» **WORK ORDER**
Retype the records in full, and please keep the pictures out of the copy.

» **LISTED RECORDS**

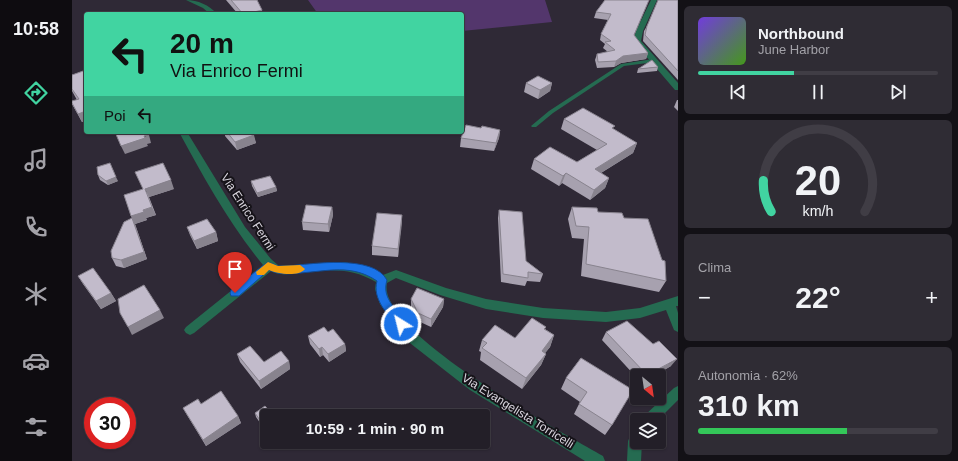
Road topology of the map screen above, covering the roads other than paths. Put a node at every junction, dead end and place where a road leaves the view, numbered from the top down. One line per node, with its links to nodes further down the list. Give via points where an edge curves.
1 (189, 0): 3 (street)
2 (654, 0): 4 (street, via 637,41)
3 (211, 12)
4 (653, 61): 5 (street); 6 (lane, via 623,65)
5 (678, 88)
6 (534, 126)
7 (184, 134): 8 (street, Via Enrico Fermi, via 237,222)
8 (268, 266): 9 (street, Via Enrico Fermi, via 277,270 288,270 345,265 368,270); 12 (street)
9 (382, 280): 10 (street, via 396,274 486,304 543,313 606,317 640,313); 16 (street, Via Evangelista Torricelli, via 380,289 384,301 410,336 474,386)
10 (673, 302): 11 (street)
11 (678, 327)
12 (190, 330)
13 (678, 392): 14 (street)
14 (656, 413)
15 (635, 449): 17 (street)
16 (598, 461)
17 (634, 461)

» **RESULT FOR THIS TASK**
Road topology of the map screen above, covering the roads other than paths. Put a node at every junction, dead end and place where a road leaves the view, numbered from the top down. One line per node, with its links to nodes further down the list. Give via points where an edge curves.
1 (189, 0): 3 (street)
2 (654, 0): 4 (street, via 637,41)
3 (211, 12)
4 (653, 61): 5 (street); 6 (lane, via 623,65)
5 (678, 88)
6 (534, 126)
7 (184, 134): 8 (street, Via Enrico Fermi, via 237,222)
8 (268, 266): 9 (street, Via Enrico Fermi, via 277,270 288,270 345,265 368,270); 12 (street)
9 (382, 280): 10 (street, via 396,274 486,304 543,313 606,317 640,313); 16 (street, Via Evangelista Torricelli, via 380,289 384,301 410,336 474,386)
10 (673, 302): 11 (street)
11 (678, 327)
12 (190, 330)
13 (678, 392): 14 (street)
14 (656, 413)
15 (635, 449): 17 (street)
16 (598, 461)
17 (634, 461)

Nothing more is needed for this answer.